Палан покачал головой.

– Известная битва, много тысяч воинов полегло. Спифрин был великий царь, Перисса при нём стала раза в три больше, и войны он, до поры, не проиграл ни одной. Беда в том, что соседи испугались и объединились против него, да ещё и Мидония вмешалась, вот тогда-то та битва и случилась. Врагов было больше раза в три, но, клянусь Скипетром Эйленоса, мы почти победили, и если бы не... А, какая, к гарпиям, разница? Главное то, что нас разбили, царство погибло, столицу разорили. Рассказывают, Спифрина вместе с женой и всеми детьми заживо сожгли в медном быке – стоял там такой перед дворцом, на царском знамени был такой же… Жалко их, хорошие были люди, особенно старший царевич, Гермием звали, славный такой мальчонка. Помню, он всё солдат, что дворец охраняли, угостить норовил, жалел, что им, бедным, долго стоять тяжело, – на суровом лице Энекла появилась тёплая улыбка. – Я ему тайком показал, как из дерева свистелки вырезать. Знаешь, такие... Да, что там теперь... – махнув рукой, он замолчал, борясь с нахлынувшими воспоминаниями.
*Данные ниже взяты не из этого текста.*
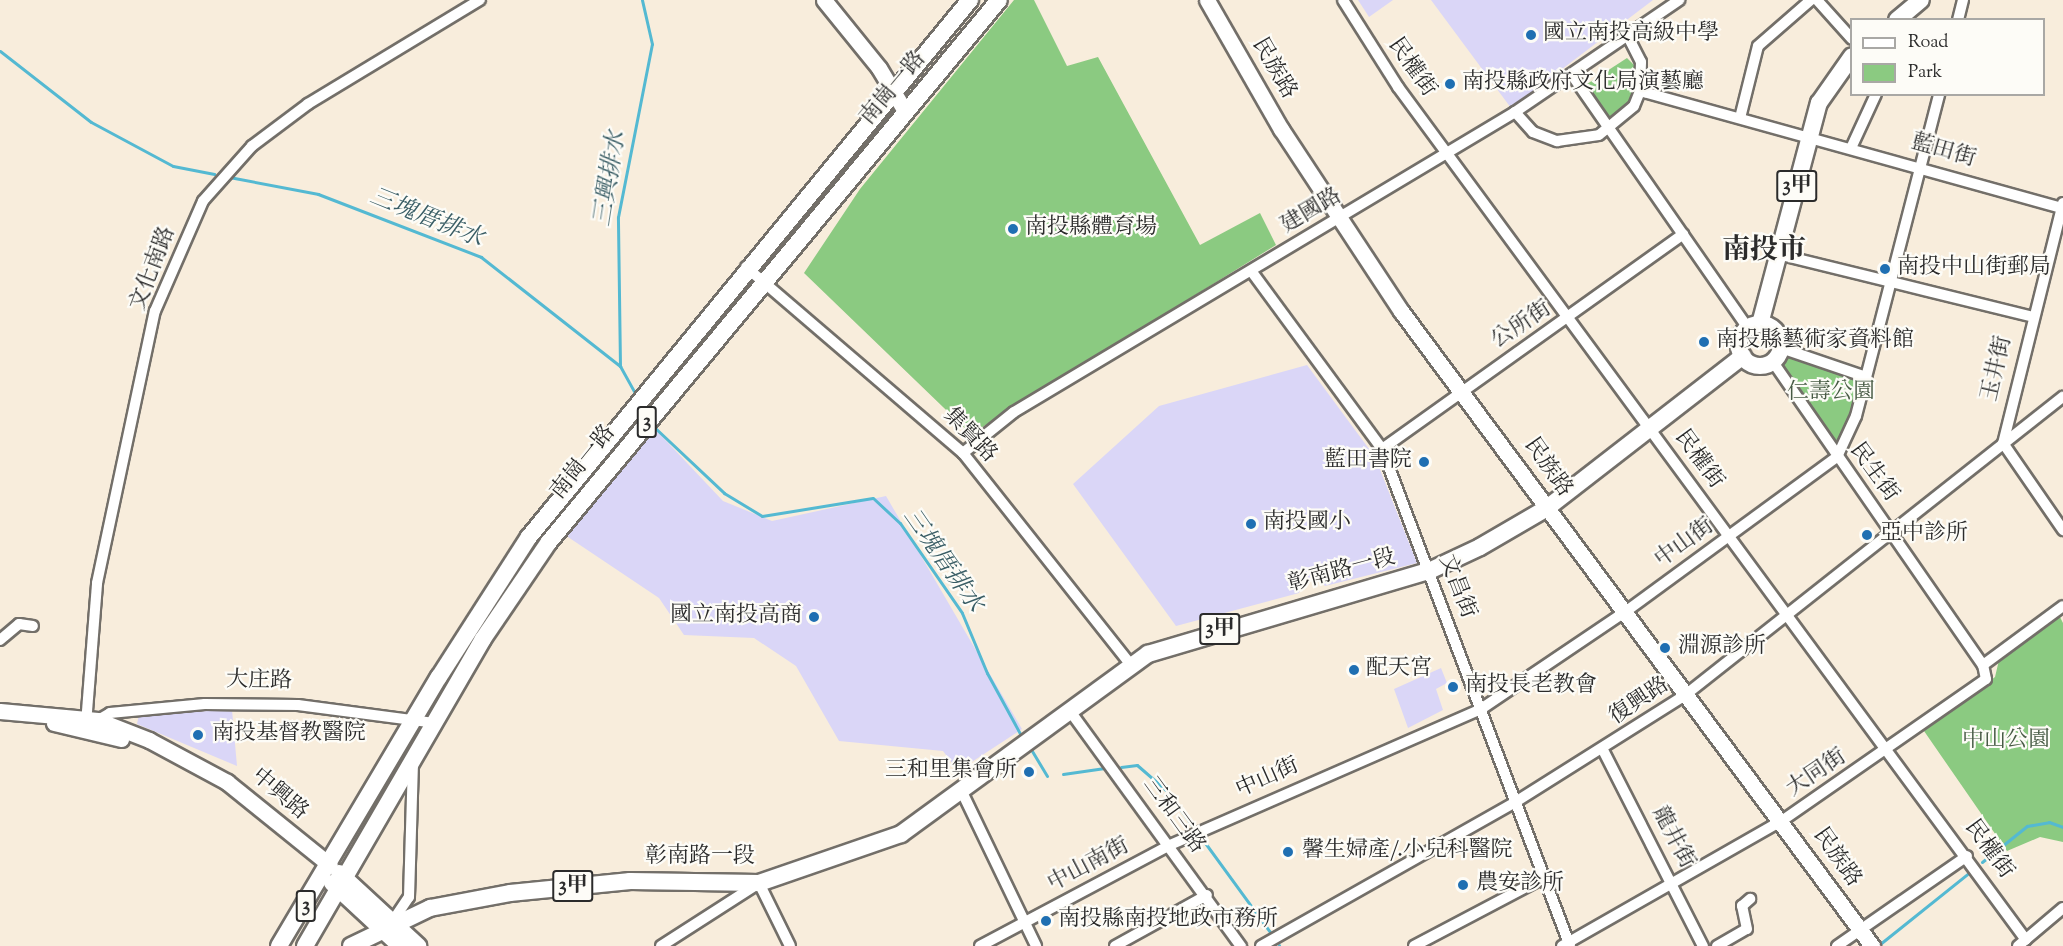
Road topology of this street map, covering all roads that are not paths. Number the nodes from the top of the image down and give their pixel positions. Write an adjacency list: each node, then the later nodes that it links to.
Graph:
1 (480, 0): 70 (street, 文化南路)
2 (824, 0): 19 (main road)
3 (970, 0): 19 (main road, 南崗一路 / 3)
4 (999, 0): 22 (main road, 南崗一路 / 3)
5 (1207, 0): 31 (main road, 民族路)
6 (1343, 0): 28 (street, 民權街)
7 (1679, 0): 14 (street, 建國路)
8 (1811, 0): 24 (street)
9 (1817, 0): 15 (street)
10 (1921, 0): 12 (main road)
11 (1963, 0): 13 (street)
12 (1899, 18)
13 (1958, 18)
14 (1627, 35): 17 (street, 建國路); 18 (street)
15 (1850, 38)
16 (1850, 57): 26 (main road, 3甲)
17 (1572, 75): 23 (street, 建國路); 25 (street)
18 (1640, 91): 24 (street, 藍田街); 25 (street)
19 (891, 92): 22 (main road); 34 (main road, 南崗一路 / 3)
20 (1875, 96): 27 (street)
21 (1939, 96): 29 (street, 中山街)
22 (905, 111): 36 (main road, 南崗一路 / 3)
23 (1515, 112): 25 (street); 28 (street, 建國路)
24 (1740, 118): 26 (street, 藍田街)
25 (1609, 127): 32 (street)
26 (1812, 135): 27 (street, 藍田街); 33 (main road, 3甲)
27 (1852, 146): 29 (street, 藍田街)
28 (1448, 150): 31 (street, 建國路); 39 (street, 民權街)
29 (1922, 167): 30 (street, 藍田街); 37 (street, 中山街)
30 (2063, 206): 38 (street, 玉井街)
31 (1339, 219): 35 (street, 建國路); 44 (main road, 民族路)
32 (1683, 234): 39 (street, 公所街); 40 (street)
33 (1777, 254): 37 (street); 40 (main road, 3甲)
34 (746, 267): 36 (street, 集賢路); 68 (main road, 南崗一路 / 3)
35 (1252, 272): 48 (street, 文昌街); 49 (street, 建國路)
36 (764, 282): 49 (street, 集賢路); 69 (main road, 南崗一路 / 3)
37 (1893, 282): 38 (street); 43 (street, 中山街)
38 (2031, 316): 47 (street, 玉井街)
39 (1570, 317): 44 (street, 公所街); 46 (street, 民權街)
40 (1754, 326): 41 (main road); 42 (main road, 3甲)
41 (1777, 355): 42 (main road); 43 (street); 50 (street, 民生街)
42 (1743, 356): 46 (main road, 3甲)
43 (1866, 377): 50 (street, 中山街)
44 (1461, 389): 48 (street, 公所街); 51 (main road, 民族路)
45 (2063, 396): 47 (street, 復興路)
46 (1652, 429): 51 (main road, 彰南路一段 / 3甲); 54 (street, 民權街)
47 (2003, 443): 52 (street); 53 (street, 復興路)
48 (1382, 449): 55 (street, 文昌街)
49 (963, 453): 61 (street, 集賢路)
50 (1837, 457): 53 (street, 民生街); 54 (street, 中山街)
51 (1547, 508): 55 (main road, 彰南路一段 / 3甲); 57 (main road, 民族路)
52 (2063, 530)
53 (1891, 533): 58 (street, 復興路); 62 (street, 民生街)
54 (1729, 536): 57 (street, 中山街); 58 (street, 民權街)
55 (1429, 571): 61 (main road, 彰南路一段 / 3甲); 64 (street, 文昌街)
56 (2063, 606): 62 (street)
57 (1625, 612): 63 (main road, 民族路); 64 (street, 中山街)
58 (1790, 615): 63 (street, 復興路); 71 (street, 民權街)
59 (33, 626): 60 (street)
60 (0, 640)
61 (1131, 665): 66 (main road, 彰南路一段 / 3甲)
62 (1983, 665): 71 (street, 大同街)
63 (1684, 696): 72 (street, 復興路); 76 (main road, 民族路)
64 (1481, 709): 75 (street, 文昌街); 77 (street, 中山街)
65 (0, 711): 70 (main road, 大庄路)
66 (1070, 711): 74 (main road, 彰南路一段 / 3甲); 78 (street, 三和三路)
67 (0, 719): 70 (main road, 大庄路)
68 (414, 720): 69 (street, 大庄路); 70 (street, 大庄路); 80 (main road, 南崗一路 / 3)
69 (434, 723): 73 (main road, 南崗一路 / 3)
70 (93, 725): 80 (main road, 中興路)
71 (1889, 748): 76 (street, 大同街); 79 (street, 民權街)
72 (1603, 750): 75 (street, 復興路); 84 (street, 龍井街)
73 (413, 760): 83 (main road, 南崗一路 / 3); 89 (street)
74 (962, 792): 82 (main road, 彰南路一段 / 3甲); 88 (street)
75 (1517, 801): 81 (street, 文昌街); 104 (street, 復興路)
76 (1783, 820): 84 (street, 大同街); 90 (main road, 民族路)
77 (1213, 826): 78 (street, 中山南街)
78 (1170, 845): 85 (street, 三和三路); 88 (street, 中山南街)
79 (1967, 856): 90 (street); 91 (street, 民權街)
80 (326, 870): 83 (main road, 中興路); 93 (main road, 3)
81 (1545, 878): 92 (street, 文昌街); 105 (street)
82 (759, 883): 89 (main road, 彰南路一段 / 3甲); 98 (street); 99 (street)
83 (343, 884): 89 (main road, 中興路); 94 (main road, 3)
84 (1675, 885): 92 (street, 大同街); 106 (street, 龍井街)
85 (1207, 895): 102 (street); 103 (street, 三和三路)
86 (1750, 899): 107 (street)
87 (2063, 908): 91 (street)
88 (1023, 922): 100 (street, 中山南街); 101 (street)
89 (387, 925): 95 (main road, 彰南路一段 / 3甲); 96 (main road, 中興路); 97 (main road, 中興路)
90 (1861, 932): 108 (street); 109 (main road, 民族路)
91 (2022, 943)
92 (1567, 945)
93 (279, 946)
94 (304, 946)
95 (351, 946)
96 (400, 946)
97 (418, 946)
98 (661, 946)
99 (790, 946)
100 (980, 946)
101 (1036, 946)
102 (1115, 946)
103 (1241, 946)
104 (1261, 946)
105 (1414, 946)
106 (1703, 946)
107 (1717, 946)
108 (1837, 946)
109 (1872, 946)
– Мне очень жаль, – промолвил Палан. – Как же ты выжил?

– Видно, хранили боги – ещё бы знать зачем. Наши почти все погибли или попали в плен, а я даже особо ранен не был – так, царапины. Правда радости с того было немного. Деньги я хранил у перисских ростовщиков, так что, мои сбережения сгорели вместе со столицей, а знакомых у меня в Архене не осталось – все погибли или в рабство попали. Так и остался я один, в чужой земле и с пустым кошелём. Щит, доспех да копьё – вот и всё богатство.

– Немного, хотя, не так уж и мало. У нас говорят: «если мужчина жив, и его рука держит лук – мир в его руках». Что ты делал дальше?

– Что ж, гордится нечем, но скрывать не стану. Орудовала тогда в тех краях банда эйнемских разбойников, к ним я и присоединился – больше-то всё равно идти было некуда. Грабили на дорогах, собирали дань с деревень, детей купца раз похитили ради выкупа. Со временем, более-менее разжились деньгами, оружием, стали наниматься к разным мелким правителям. На службе у одного такого мне и не повезло – получил из пращи прямо в шлем, а очнулся уже во вражеском лагере. Выкуп за меня платить было некому, у разбойников это, сам понимаешь, не принято, поэтому меня просто отвезли в Хираб и выставлили на публичные торги.

– А я не ошибся: твоя судьба воистину хитро сплетена. Ремесленник, наёмник, разбойник, раб – а теперь ты царский тысячник. Воистину, мир удивителен – хвала тому, кто его создал! Налить?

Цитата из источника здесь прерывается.